Malgré ce repli accéléré, le 3e bataillon menacé d'encerclement dans la région de Verrières dut se replier précipitamment sur Passavant-en-Argonne, au sud de Sainte-Menehould abandonnant même à son sort sa 10e cie (capitaine Félicien Duvernay) ; la 10e cie réussit à rejoindre la route La-Grange-aux-Bois-Les Islettes. Le premier bataillon arrivé à temps dans Sainte-Menehould y mène un combat valeureux, mais coûteux contre les Allemands descendant le côté ouest à l'intérieur de la Ville du nord au sud (le pont de La-Neuville-le-Pont et les deux ponts de Sainte-Menehould ayant été détruits.
Le 1er bataillon dût se replier entre La-Grange-aux-Bois et les Islettes à l'Est de Sainte-Menehould et combattre à la gauche du 11e RI. Le 2e bataillon, qui à Sainte-Menehould n'avait pu prendre position, le général Delaissey commandant l'infanterie de la division l'ayant mis au repos, a partagé le sort du 1er bataillon.
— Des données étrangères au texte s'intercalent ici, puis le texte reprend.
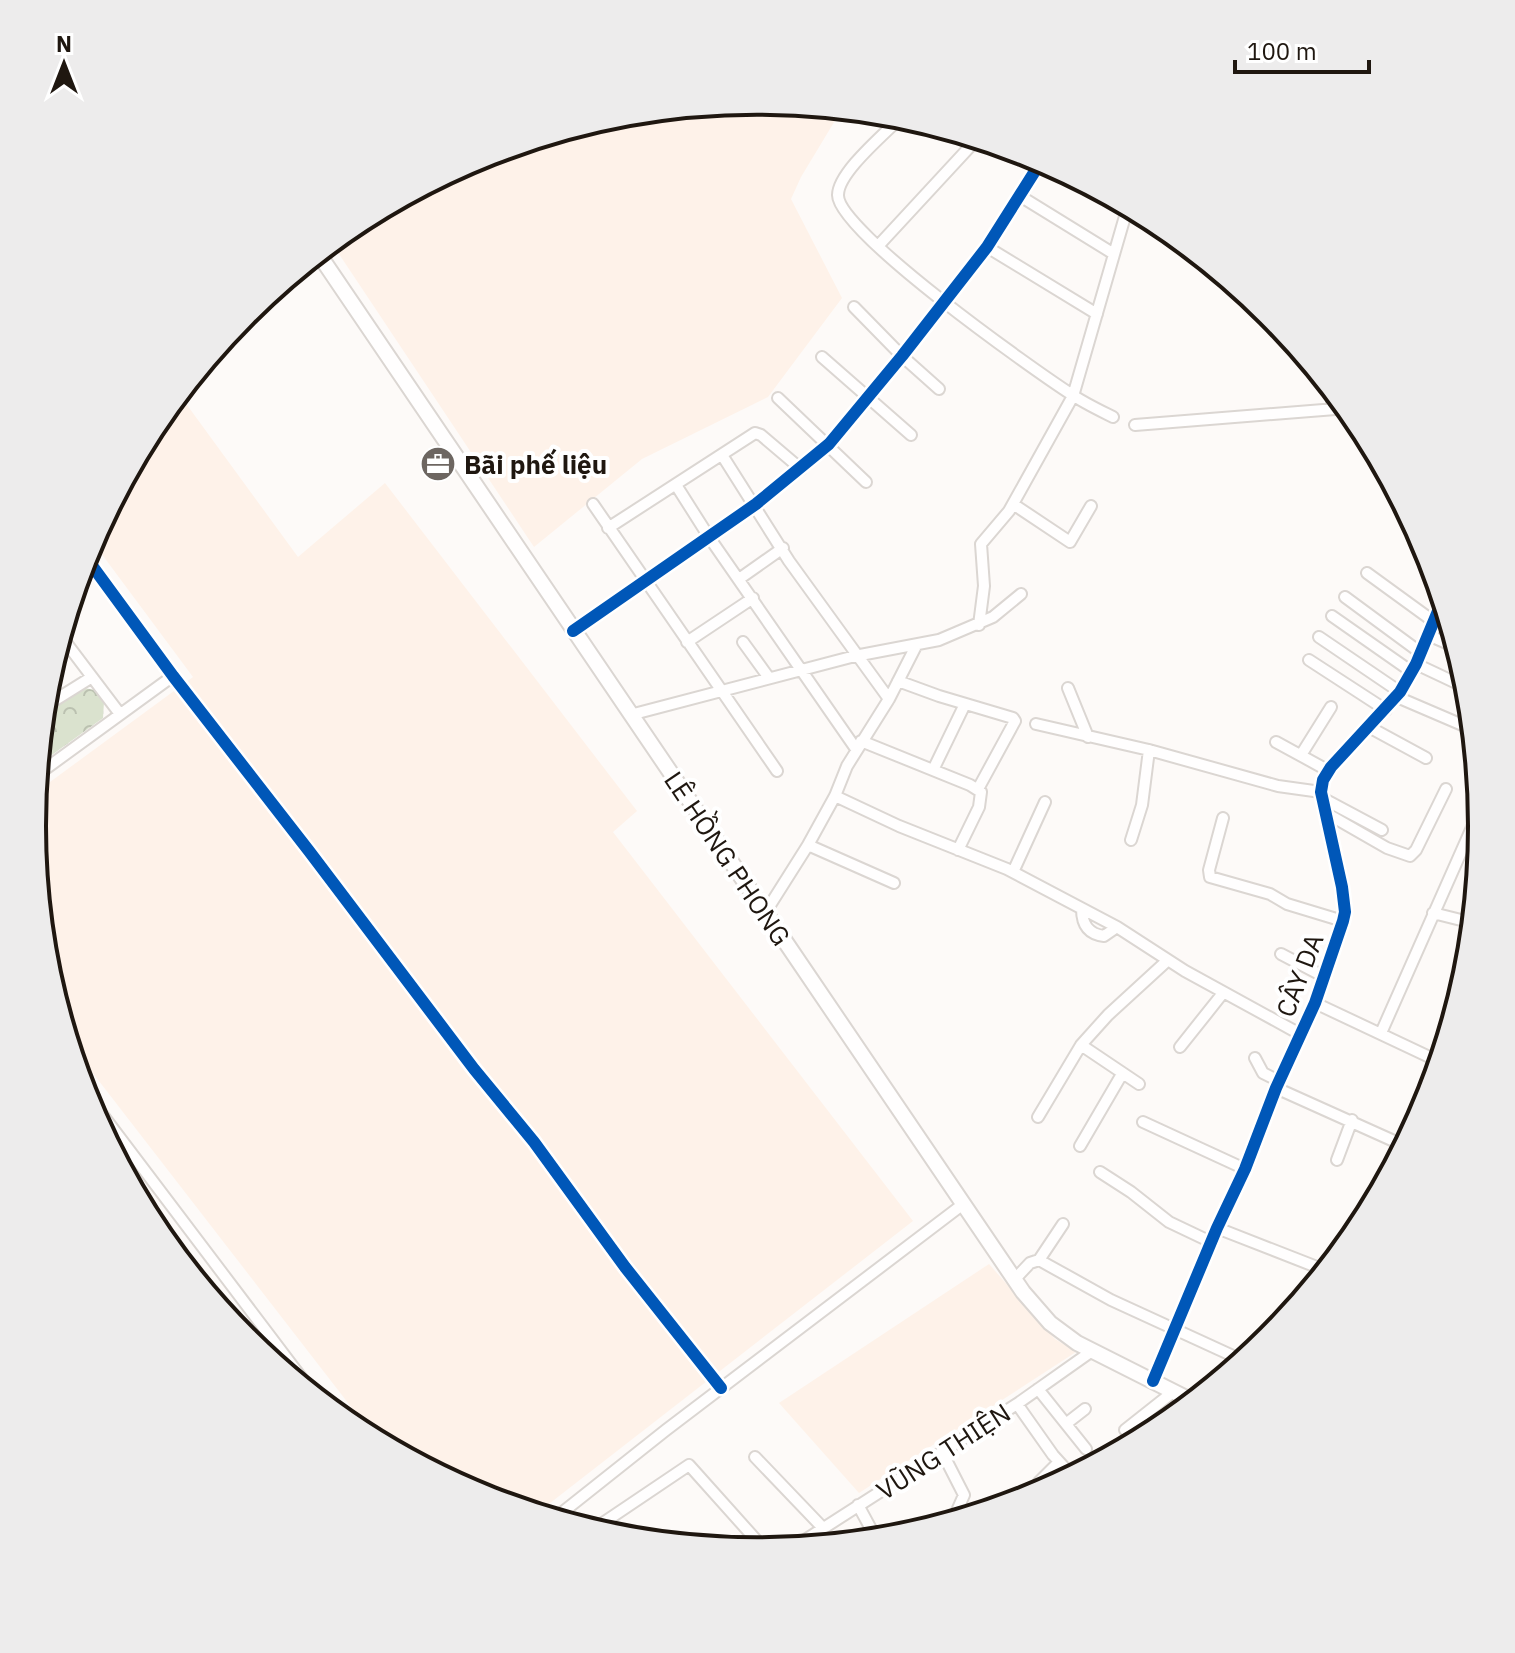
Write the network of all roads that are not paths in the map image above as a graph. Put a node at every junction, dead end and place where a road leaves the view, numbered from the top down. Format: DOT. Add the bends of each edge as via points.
graph roads {
  1 [pos="890,128"];
  2 [pos="969,148"];
  3 [pos="1035,171"];
  4 [pos="1020,196"];
  5 [pos="1125,217"];
  6 [pos="878,246"];
  7 [pos="987,247"];
  8 [pos="1114,254"];
  9 [pos="324,262"];
  10 [pos="943,302"];
  11 [pos="854,307"];
  12 [pos="1097,314"];
  13 [pos="902,356"];
  14 [pos="822,357"];
  15 [pos="939,389"];
  16 [pos="868,395"];
  17 [pos="1073,396"];
  18 [pos="778,398"];
  19 [pos="1332,408"];
  20 [pos="1113,417"];
  21 [pos="1135,425"];
  22 [pos="911,435"];
  23 [pos="829,444"];
  24 [pos="722,455"];
  25 [pos="801,469"];
  26 [pos="866,482"];
  27 [pos="676,485"];
  28 [pos="593,504"];
  29 [pos="756,504"];
  30 [pos="1013,504"];
  31 [pos="1091,506"];
  32 [pos="608,528"];
  33 [pos="709,537"];
  34 [pos="783,548"];
  35 [pos="95,569"];
  36 [pos="1367,573"];
  37 [pos="739,579"];
  38 [pos="646,581"];
  39 [pos="1021,594"];
  40 [pos="1345,597"];
  41 [pos="753,598"];
  42 [pos="1436,614"];
  43 [pos="1332,616"];
  44 [pos="1433,621"];
  45 [pos="979,625"];
  46 [pos="573,631"];
  47 [pos="1428,635"];
  48 [pos="1319,637"];
  49 [pos="687,642"];
  50 [pos="743,642"];
  51 [pos="1445,642"];
  52 [pos="916,646"];
  53 [pos="69,647"];
  54 [pos="1421,653"];
  55 [pos="855,656"];
  56 [pos="1309,660"];
  57 [pos="1414,668"];
  58 [pos="803,669"];
  59 [pos="173,676"];
  60 [pos="92,677"];
  61 [pos="769,678"];
  62 [pos="898,681"];
  63 [pos="1454,683"];
  64 [pos="1068,688"];
  65 [pos="720,690"];
  66 [pos="1399,695"];
  67 [pos="58,698"];
  68 [pos="889,699"];
  69 [pos="965,704"];
  70 [pos="1331,707"];
  71 [pos="1386,710"];
  72 [pos="120,714"];
  73 [pos="630,715"];
  74 [pos="1036,724"];
  75 [pos="1461,724"];
  76 [pos="1369,727"];
  77 [pos="1088,737"];
  78 [pos="1276,742"];
  79 [pos="859,745"];
  80 [pos="1149,750"];
  81 [pos="1301,755"];
  82 [pos="1426,758"];
  83 [pos="49,766"];
  84 [pos="933,770"];
  85 [pos="777,771"];
  86 [pos="1329,771"];
  87 [pos="978,789"];
  88 [pos="1446,789"];
  89 [pos="1321,795"];
  90 [pos="835,796"];
  91 [pos="1045,802"];
  92 [pos="1326,813"];
  93 [pos="1223,818"];
  94 [pos="1382,830"];
  95 [pos="1469,835"];
  96 [pos="1131,840"];
  97 [pos="1466,841"];
  98 [pos="808,845"];
  99 [pos="958,850"];
  100 [pos="1013,872"];
  101 [pos="894,883"];
  102 [pos="1082,909"];
  103 [pos="765,913"];
  104 [pos="1433,913"];
  105 [pos="1463,920"];
  106 [pos="1343,921"];
  107 [pos="1117,927"];
  108 [pos="1281,954"];
  109 [pos="1168,960"];
  110 [pos="1325,977"];
  111 [pos="1223,993"];
  112 [pos="1315,1003"];
  113 [pos="1381,1033"];
  114 [pos="1300,1034"];
  115 [pos="1081,1045"];
  116 [pos="1180,1047"];
  117 [pos="1430,1057"];
  118 [pos="1255,1058"];
  119 [pos="1122,1074"];
  120 [pos="1139,1084"];
  121 [pos="1278,1085"];
  122 [pos="1038,1117"];
  123 [pos="1352,1120"];
  124 [pos="1143,1122"];
  125 [pos="114,1130"];
  126 [pos="1396,1141"];
  127 [pos="1080,1146"];
  128 [pos="1337,1160"];
  129 [pos="1245,1169"];
  130 [pos="1100,1172"];
  131 [pos="962,1205"];
  132 [pos="1063,1224"];
  133 [pos="1217,1228"];
  134 [pos="1211,1242"];
  135 [pos="1039,1260"];
  136 [pos="1316,1267"];
  137 [pos="1014,1280"];
  138 [pos="1174,1331"];
  139 [pos="1092,1351"];
  140 [pos="1232,1356"];
  141 [pos="290,1363"];
  142 [pos="1153,1381"];
  143 [pos="721,1388"];
  144 [pos="1038,1389"];
  145 [pos="1173,1392"];
  146 [pos="1183,1397"];
  147 [pos="1017,1404"];
  148 [pos="1085,1409"];
  149 [pos="1067,1423"];
  150 [pos="1125,1430"];
  151 [pos="1086,1449"];
  152 [pos="942,1452"];
  153 [pos="755,1457"];
  154 [pos="1059,1462"];
  155 [pos="1065,1468"];
  156 [pos="1043,1478"];
  157 [pos="858,1505"];
  158 [pos="958,1509"];
  159 [pos="564,1511"];
  160 [pos="606,1521"];
  161 [pos="823,1528"];
  162 [pos="871,1528"];
  163 [pos="812,1535"];
  164 [pos="754,1538"];
  1 -- 6 [label="street" via="839,185 840,208"];
  2 -- 6 [label="street"];
  3 -- 4 [label="street"];
  4 -- 7 [label="street"];
  4 -- 8 [label="street"];
  5 -- 8 [label="street"];
  6 -- 10 [label="street"];
  7 -- 10 [label="street"];
  7 -- 12 [label="street"];
  8 -- 12 [label="street"];
  9 -- 46 [label="main road, LÊ HỒNG PHONG"];
  10 -- 13 [label="street"];
  10 -- 17 [label="street"];
  11 -- 13 [label="street"];
  12 -- 17 [label="street"];
  13 -- 15 [label="street"];
  13 -- 16 [label="street"];
  14 -- 16 [label="street"];
  16 -- 22 [label="street"];
  16 -- 23 [label="street"];
  17 -- 20 [label="street"];
  17 -- 30 [label="street"];
  18 -- 23 [label="street"];
  19 -- 21 [label="street"];
  23 -- 25 [label="street"];
  23 -- 26 [label="street"];
  24 -- 25 [label="street" via="758,434"];
  24 -- 27 [label="street"];
  24 -- 29 [label="street"];
  25 -- 29 [label="street"];
  27 -- 32 [label="street"];
  27 -- 33 [label="street"];
  28 -- 32 [label="street"];
  29 -- 33 [label="street"];
  29 -- 34 [label="street"];
  30 -- 31 [label="street" via="1070,542"];
  30 -- 45 [label="street" via="981,544"];
  32 -- 38 [label="street"];
  33 -- 37 [label="street"];
  33 -- 38 [label="street"];
  34 -- 37 [label="street"];
  34 -- 55 [label="street"];
  35 -- 59 [label="street"];
  36 -- 44 [label="street"];
  37 -- 41 [label="street"];
  38 -- 46 [label="street"];
  38 -- 49 [label="street"];
  39 -- 45 [label="street"];
  40 -- 54 [label="street"];
  41 -- 49 [label="street"];
  41 -- 58 [label="street"];
  42 -- 44 [label="street"];
  43 -- 57 [label="street"];
  44 -- 47 [label="street"];
  45 -- 52 [label="street"];
  46 -- 73 [label="main road, LÊ HỒNG PHONG"];
  47 -- 51 [label="street"];
  47 -- 54 [label="street"];
  48 -- 66 [label="street"];
  49 -- 65 [label="street"];
  50 -- 61 [label="street"];
  52 -- 55 [label="street"];
  52 -- 62 [label="street"];
  53 -- 60 [label="street"];
  54 -- 57 [label="street"];
  55 -- 58 [label="street"];
  55 -- 68 [label="street"];
  56 -- 71 [label="street"];
  57 -- 63 [label="street"];
  57 -- 66 [label="street"];
  58 -- 61 [label="street"];
  58 -- 79 [label="street"];
  59 -- 72 [label="street"];
  59 -- 143 [label="street"];
  60 -- 67 [label="street"];
  60 -- 72 [label="street"];
  61 -- 65 [label="street"];
  62 -- 68 [label="street"];
  62 -- 69 [label="street"];
  64 -- 77 [label="street"];
  65 -- 73 [label="street"];
  65 -- 85 [label="street"];
  66 -- 71 [label="street"];
  66 -- 75 [label="street"];
  68 -- 79 [label="street"];
  69 -- 84 [label="street"];
  69 -- 87 [label="street" via="1015,721"];
  70 -- 81 [label="street"];
  71 -- 76 [label="street"];
  72 -- 83 [label="street"];
  73 -- 103 [label="main road, LÊ HỒNG PHONG"];
  74 -- 77 [label="street"];
  76 -- 82 [label="street"];
  76 -- 86 [label="street"];
  77 -- 80 [label="street"];
  78 -- 81 [label="street"];
  79 -- 84 [label="street"];
  79 -- 90 [label="street"];
  80 -- 89 [label="street"];
  80 -- 96 [label="street"];
  81 -- 86 [label="street"];
  84 -- 87 [label="street"];
  86 -- 89 [label="street"];
  87 -- 99 [label="street" via="980,802"];
  88 -- 92 [label="street" via="1410,856"];
  89 -- 92 [label="street, CÂY DA"];
  89 -- 94 [label="street"];
  90 -- 98 [label="street"];
  90 -- 99 [label="street"];
  91 -- 100 [label="street"];
  92 -- 106 [label="street, CÂY DA" via="1342,887"];
  93 -- 106 [label="street" via="1210,877"];
  95 -- 97 [label="street"];
  97 -- 104 [label="street"];
  98 -- 101 [label="street"];
  98 -- 103 [label="street"];
  99 -- 100 [label="street"];
  100 -- 102 [label="street"];
  102 -- 107 [label="street"];
  102 -- 107 [label="street" via="1083,922 1096,935"];
  103 -- 131 [label="main road, LÊ HỒNG PHONG"];
  104 -- 105 [label="street"];
  104 -- 113 [label="street"];
  106 -- 110 [label="street, CÂY DA"];
  107 -- 109 [label="street"];
  108 -- 110 [label="street"];
  109 -- 111 [label="street"];
  109 -- 115 [label="street"];
  110 -- 112 [label="street, CÂY DA"];
  111 -- 114 [label="street"];
  111 -- 116 [label="street"];
  112 -- 113 [label="street"];
  112 -- 114 [label="street, CÂY DA"];
  113 -- 117 [label="street"];
  114 -- 121 [label="street, CÂY DA"];
  115 -- 119 [label="street"];
  115 -- 122 [label="street"];
  118 -- 121 [label="street"];
  119 -- 120 [label="street"];
  119 -- 127 [label="street"];
  121 -- 123 [label="street"];
  121 -- 129 [label="street, CÂY DA"];
  123 -- 126 [label="street"];
  123 -- 128 [label="street"];
  124 -- 129 [label="street"];
  125 -- 141 [label="street"];
  129 -- 133 [label="street, CÂY DA"];
  130 -- 134 [label="street" via="1169,1222"];
  131 -- 137 [label="main road, LÊ HỒNG PHONG"];
  131 -- 143 [label="street"];
  132 -- 135 [label="street"];
  133 -- 134 [label="street, CÂY DA"];
  133 -- 136 [label="street"];
  134 -- 138 [label="street, CÂY DA"];
  135 -- 137 [label="street"];
  135 -- 138 [label="street"];
  137 -- 139 [label="main road, LÊ HỒNG PHONG" via="1050,1323"];
  138 -- 140 [label="street"];
  138 -- 142 [label="street, CÂY DA"];
  139 -- 142 [label="main road, LÊ HỒNG PHONG"];
  139 -- 144 [label="street, VŨNG THIỆN"];
  142 -- 145 [label="main road, LÊ HỒNG PHONG"];
  143 -- 159 [label="street"];
  144 -- 147 [label="street, VŨNG THIỆN"];
  144 -- 149 [label="street"];
  145 -- 146 [label="main road, LÊ HỒNG PHONG"];
  145 -- 150 [label="street"];
  147 -- 152 [label="street, VŨNG THIỆN"];
  147 -- 154 [label="street"];
  148 -- 149 [label="street"];
  149 -- 151 [label="street"];
  152 -- 157 [label="street, VŨNG THIỆN"];
  152 -- 158 [label="street" via="964,1495"];
  153 -- 161 [label="street"];
  154 -- 155 [label="street"];
  154 -- 156 [label="street"];
  157 -- 161 [label="street, VŨNG THIỆN"];
  157 -- 162 [label="street"];
  160 -- 164 [label="street" via="689,1465"];
  161 -- 163 [label="street, VŨNG THIỆN"];
}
Finalement, les éléments du 21e RMVE présents auprès du 11e RI rejoignent Passavant-en-Argonne en passant par Futeau et Brizeaux. Le 3e bataillon, privé de vivres et surtout pauvre en munitions, était menacé d'encerclement dans la région de Verrières ; n'obtenant pas d'avis du PC régimentaire, le commandant Poulain du 3e bataillon prit seul la décision du retrait. Il faut dire qu'à Sainte-Menehould l'officier de liaison entre la division et le régiment avait transmis directement au 1er bataillon l'ordre de repli (journal de marche du 1er bataillon). La division avait aussi envoyé l'ordre de repli au 3e bataillon, mais cet ordre n'était pas parvenu au destinataire (journal de marche du 3e bataillon). Le colonel du régiment, le lieutenant-colonel Paul Debuissy, qui en annulant les ordres de repos venant de la division avait très probablement sauvé son régiment de l'anéantissement, apprit à son arrivée à Passavant-en-Argonne le 15 juin à 5 heures du matin, précédé à 1 heure 15 par son P.C. et à 1 heure 30 par son 1er bataillon, qu'il était remercié, c'est-à-dire limogé et remplacé par le lieutenant-colonel Albert Martyn. Le lieutenant-colonel Debuissy avait été convoqué par ordre du général Decharme pour se présenter à Passavant-en-Argonne le 14 juin à 9 heures du soir. Le capitaine Dufourg nous éclaire sur cet événement (majeur dans l'histoire du 21e R.M.V.E.) à la page 273 de son livre Brassard rouge Foudre d'or paru en 1952 : « Martyn (Albert), 19-10-83, Calais, lt-col., 21e R.M.V.E. (sera prisonnier à l'Of. VI A). Commandant le 2e bataillon du 123e R.I., il avait été nommé lieutenant-colonel début mai 1940 ». Quand le colonel Bélascain commandant le 123e R.I. tomba malade, le lieutenant-colonel Martyn se présenta dans la matinée au P.C. de la 35e D.I. à l'hôtellerie de l'Argonne le 12 juin matin devant le capitaine Robert Dufourg, officier d’E.M. de la 35e D.I. Il croyait bien être l’élu de droit pour commander le 123e RI, mais le capitaine Dufourg lui fit comprendre qu’il devrait se contenter du 21e R.M.V.E., le commandant D’Olce ayant été choisi pour commander le 123e RI.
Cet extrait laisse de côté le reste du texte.